Metro

Gov. Cuomo dances around past claims on taxes as he extends hikes for the rich again

SHOWTIME: Gov. Cuomo arrives at the Capitol yesterday to announce a $143 billion budget deal that will extend the “millionaires” tax. (AP)

ALBANY — Gov. Cuomo declared extending high income tax rates on New York’s top earners would amount to a “new tax.”

That was when he was running in 2010.

Fast-forward to 2013 — as Cuomo and legislative leaders reached a tentative agreement on a $143 billion budget last night that extends the “millionaires” tax a second time — and the governor has come up with new math on how a tax increase is really a tax cut.

When The Post asked if his new stance is hypocritical, he replied, “Some taxes go up, yes, and others go down, and the net is, they go down. That’s why it’s a tax cut.”

Manhattan Institute senior fellow E.J. McMahon didn’t see a straight line in Cuomo’s thought evolution. “He is certainly being inconsistent,” McMahon said.

In fact, the deal to extend the millionaire’s tax three years, through 2017, guarantees tax increases of $2 billion a year in the 2015-16 and 2016-17 state fiscal years with no assurance they’ll be offset by future tax cuts.

The money will be used, in part, to pay for $300 million in tax cuts for small businesses and a $350 million program to issue $350 rebate checks to taxpayers earning up to $300,000 with at least one kid — a giveaway that would take place as Cuomo runs for re-election next year.

Lawmakers and Cuomo also agreed to hike the minimum wage from $7.25 to $9 an hour over three years, beginning with a hike to $8 on Jan. 1, to $8.75 a year later and up to $9 by 2016.

Business proponents yesterday cried foul over keeping the top tax rate of 8.82 percent on seven-figure earners. It had been scheduled to expire at the end of 2014 and become 6.85 percent.

“It had been the understanding in the business community that the tax would be allowed to expire once the state had its fiscal house in order,” said Kathryn Wylde, president of the Partnership for New York City.

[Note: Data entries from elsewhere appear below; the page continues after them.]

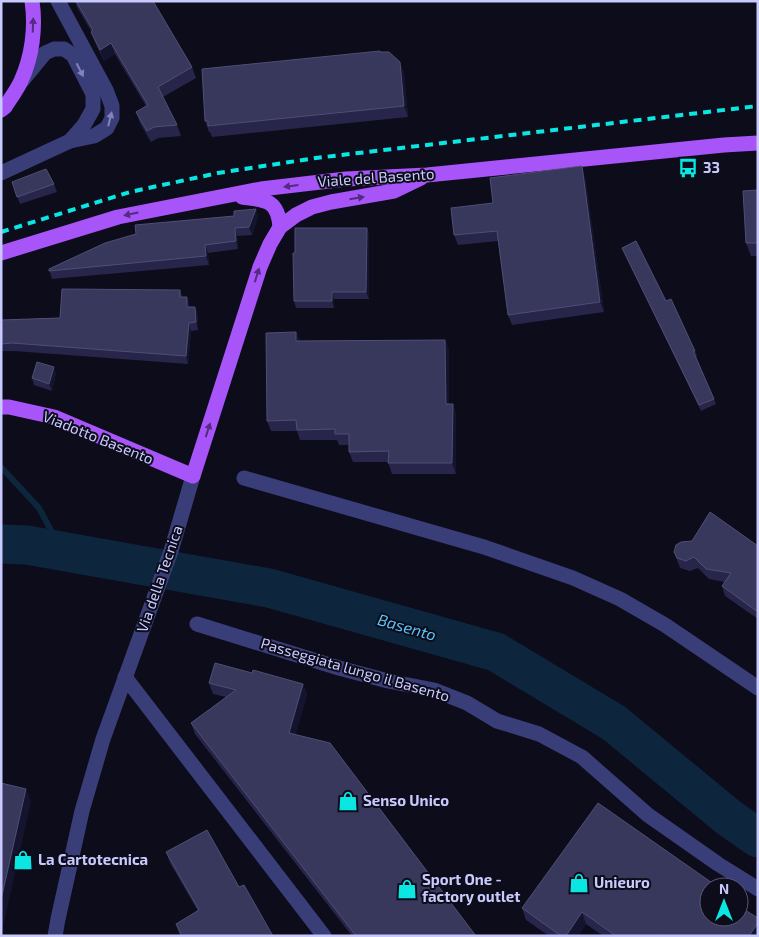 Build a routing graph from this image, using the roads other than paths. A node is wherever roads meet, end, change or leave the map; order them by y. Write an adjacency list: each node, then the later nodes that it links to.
1 (32, 1): 3 (main road, one-way to 1)
2 (58, 1): 5 (street, one-way to 2)
3 (21, 82): 4 (main road); 5 (street, one-way to 5)
4 (1, 110)
5 (70, 140): 7 (street)
6 (758, 143): 8 (main road, Viale del Basento)
7 (1, 173)
8 (427, 175): 9 (main road, Viale del Basento, one-way to 9); 10 (main road, Via della Tecnica, one-way to 8)
9 (227, 196): 10 (main road); 11 (main road, Viale del Basento, one-way to 11)
10 (280, 227): 13 (main road, Via della Tecnica, one-way to 10)
11 (1, 253)
12 (1, 407): 13 (main road, Viadotto Basento)
13 (193, 476): 16 (street, Via della Tecnica)
14 (244, 478): 17 (street)
15 (197, 624): 18 (street, Passeggiata lungo il Basento)
16 (125, 677): 19 (street, Via della Tecnica); 20 (street)
17 (758, 688)
18 (758, 889)
19 (55, 936)
20 (324, 936) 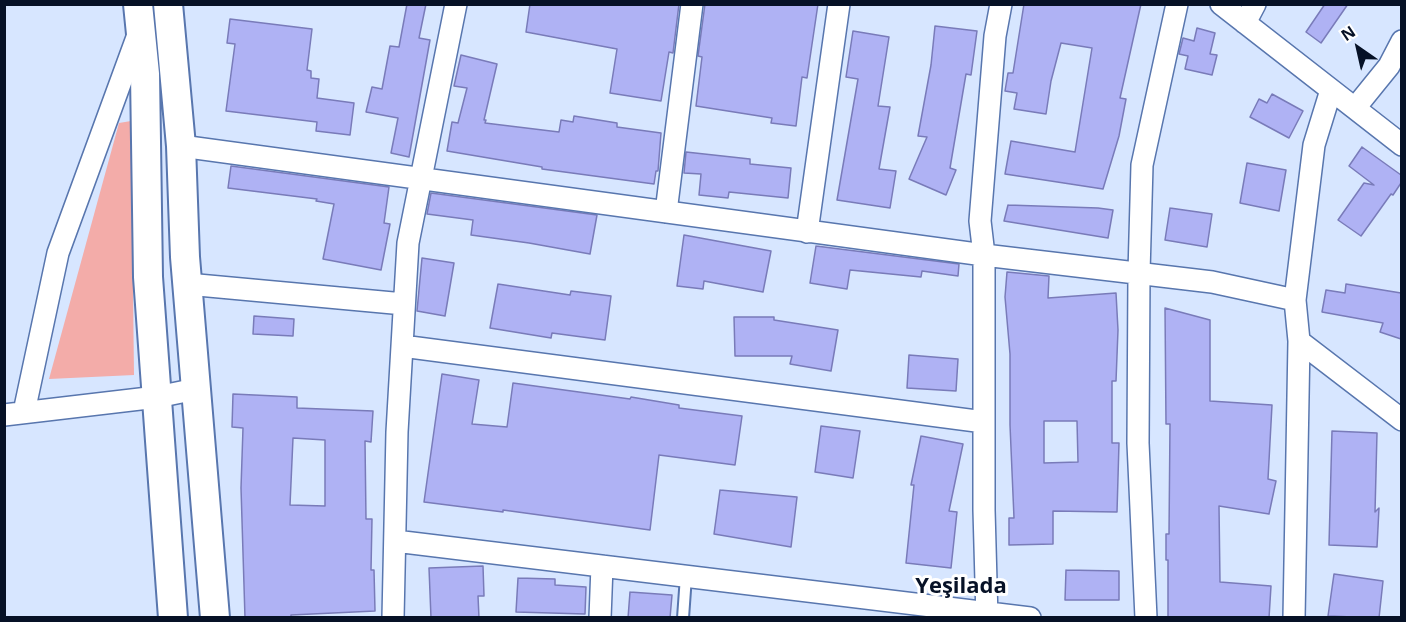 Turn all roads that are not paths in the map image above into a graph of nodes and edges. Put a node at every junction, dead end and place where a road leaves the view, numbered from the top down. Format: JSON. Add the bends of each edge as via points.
{"nodes":[{"id":1,"x":168,"y":4,"type":"edge"},
{"id":2,"x":456,"y":4,"type":"edge"},
{"id":3,"x":692,"y":4,"type":"edge"},
{"id":4,"x":839,"y":4,"type":"edge"},
{"id":5,"x":1001,"y":4,"type":"edge"},
{"id":6,"x":1177,"y":4,"type":"edge"},
{"id":7,"x":1221,"y":4,"type":"edge"},
{"id":8,"x":1255,"y":4,"type":"edge"},
{"id":9,"x":139,"y":17,"type":"edge"},
{"id":10,"x":1245,"y":23,"type":"junction"},
{"id":11,"x":1401,"y":41,"type":"edge"},
{"id":12,"x":1331,"y":90,"type":"junction"},
{"id":13,"x":1355,"y":108,"type":"junction"},
{"id":14,"x":1401,"y":145,"type":"edge"},
{"id":15,"x":181,"y":146,"type":"junction"},
{"id":16,"x":421,"y":178,"type":"junction"},
{"id":17,"x":666,"y":212,"type":"junction"},
{"id":18,"x":807,"y":232,"type":"junction"},
{"id":19,"x":984,"y":255,"type":"junction"},
{"id":20,"x":1139,"y":273,"type":"junction"},
{"id":21,"x":187,"y":284,"type":"junction"},
{"id":22,"x":1295,"y":300,"type":"junction"},
{"id":23,"x":404,"y":304,"type":"junction"},
{"id":24,"x":1299,"y":341,"type":"junction"},
{"id":25,"x":402,"y":346,"type":"junction"},
{"id":26,"x":196,"y":388,"type":"junction"},
{"id":27,"x":157,"y":396,"type":"junction"},
{"id":28,"x":14,"y":413,"type":"edge"},
{"id":29,"x":1401,"y":420,"type":"edge"},
{"id":30,"x":984,"y":422,"type":"junction"},
{"id":31,"x":395,"y":541,"type":"junction"},
{"id":32,"x":602,"y":566,"type":"junction"},
{"id":33,"x":686,"y":576,"type":"junction"},
{"id":34,"x":987,"y":615,"type":"edge"},
{"id":35,"x":173,"y":618,"type":"edge"},
{"id":36,"x":215,"y":618,"type":"edge"},
{"id":37,"x":393,"y":618,"type":"edge"},
{"id":38,"x":600,"y":618,"type":"edge"},
{"id":39,"x":683,"y":618,"type":"edge"},
{"id":40,"x":1030,"y":618,"type":"edge"},
{"id":41,"x":1146,"y":618,"type":"edge"},
{"id":42,"x":1294,"y":618,"type":"edge"}],
"edges":[{"from":1,"to":15,"type":"main road"},
{"from":2,"to":16,"type":"street"},
{"from":3,"to":17,"type":"street"},
{"from":4,"to":18,"type":"street"},
{"from":5,"to":19,"type":"street","via":[[980,221]]},
{"from":6,"to":20,"type":"street","via":[[1142,165]]},
{"from":7,"to":10,"type":"street"},
{"from":8,"to":10,"type":"street"},
{"from":9,"to":27,"type":"main road","via":[[144,74],[148,277]]},
{"from":9,"to":28,"type":"street","via":[[58,253]]},
{"from":10,"to":12,"type":"street"},
{"from":11,"to":13,"type":"street","via":[[1389,66]]},
{"from":12,"to":13,"type":"street"},
{"from":12,"to":22,"type":"street","via":[[1314,145]]},
{"from":13,"to":14,"type":"street"},
{"from":15,"to":16,"type":"street"},
{"from":15,"to":21,"type":"main road"},
{"from":16,"to":17,"type":"street"},
{"from":16,"to":23,"type":"street","via":[[408,243]]},
{"from":17,"to":18,"type":"street"},
{"from":18,"to":19,"type":"street"},
{"from":19,"to":20,"type":"street"},
{"from":19,"to":30,"type":"street"},
{"from":20,"to":22,"type":"street","via":[[1212,282]]},
{"from":20,"to":41,"type":"street","via":[[1138,443]]},
{"from":21,"to":23,"type":"street"},
{"from":21,"to":26,"type":"main road"},
{"from":22,"to":24,"type":"street"},
{"from":23,"to":25,"type":"street"},
{"from":24,"to":29,"type":"street"},
{"from":24,"to":42,"type":"street"},
{"from":25,"to":30,"type":"street"},
{"from":25,"to":31,"type":"street"},
{"from":26,"to":27,"type":"street"},
{"from":26,"to":36,"type":"main road"},
{"from":27,"to":28,"type":"street"},
{"from":27,"to":35,"type":"main road"},
{"from":30,"to":34,"type":"street"},
{"from":31,"to":32,"type":"street"},
{"from":31,"to":37,"type":"street"},
{"from":32,"to":33,"type":"street"},
{"from":32,"to":38,"type":"street"},
{"from":33,"to":34,"type":"street"},
{"from":33,"to":39,"type":"lane"},
{"from":34,"to":40,"type":"street"}]}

But Cuomo said some seven-figure earners own or are partners of businesses benefiting from new tax cuts, which include credits for hiring teenage workers and returning military vets.

During his 2010 run, Cuomo insisted that any extension of the so-called “millionaires” tax would, in fact, be a new tax.

“If it doesn’t sunset, it’s a new tax,” Cuomo maintained then.

“I understand the semantics argument,” he added at his inaugural. “I say no new taxes, period.”

Cuomo yesterday tried to shift focus to plans to extend lower tax rates for middle-class families that earn $40,000 to $300,000 and will continue paying 6.45 and 6.65 percent, rather than 6.85 percent.

The new budget, which lawmakers may approve over the weekend, will include more than $300 million in extra school aid for the city, said a spokesman for Assembly Speaker Sheldon Silver.

Both Cuomo and Silver said they expect a postbudget deal to decriminalize minor public pot possession resulting from stop- and-frisk arrests.

In the past, as a candidate and when you took office, you said that extending the millionaire’s tax would be a new tax. Do you say that now, and, if not, why not, and is that not hypocritical?

The state of New York charges a number of taxes, the so-called millionaire’s tax, personal income tax, a number of taxes . . . Well, some taxes go up, yes, and others go down, and the net is, they go down. That’s why it’s a tax cut.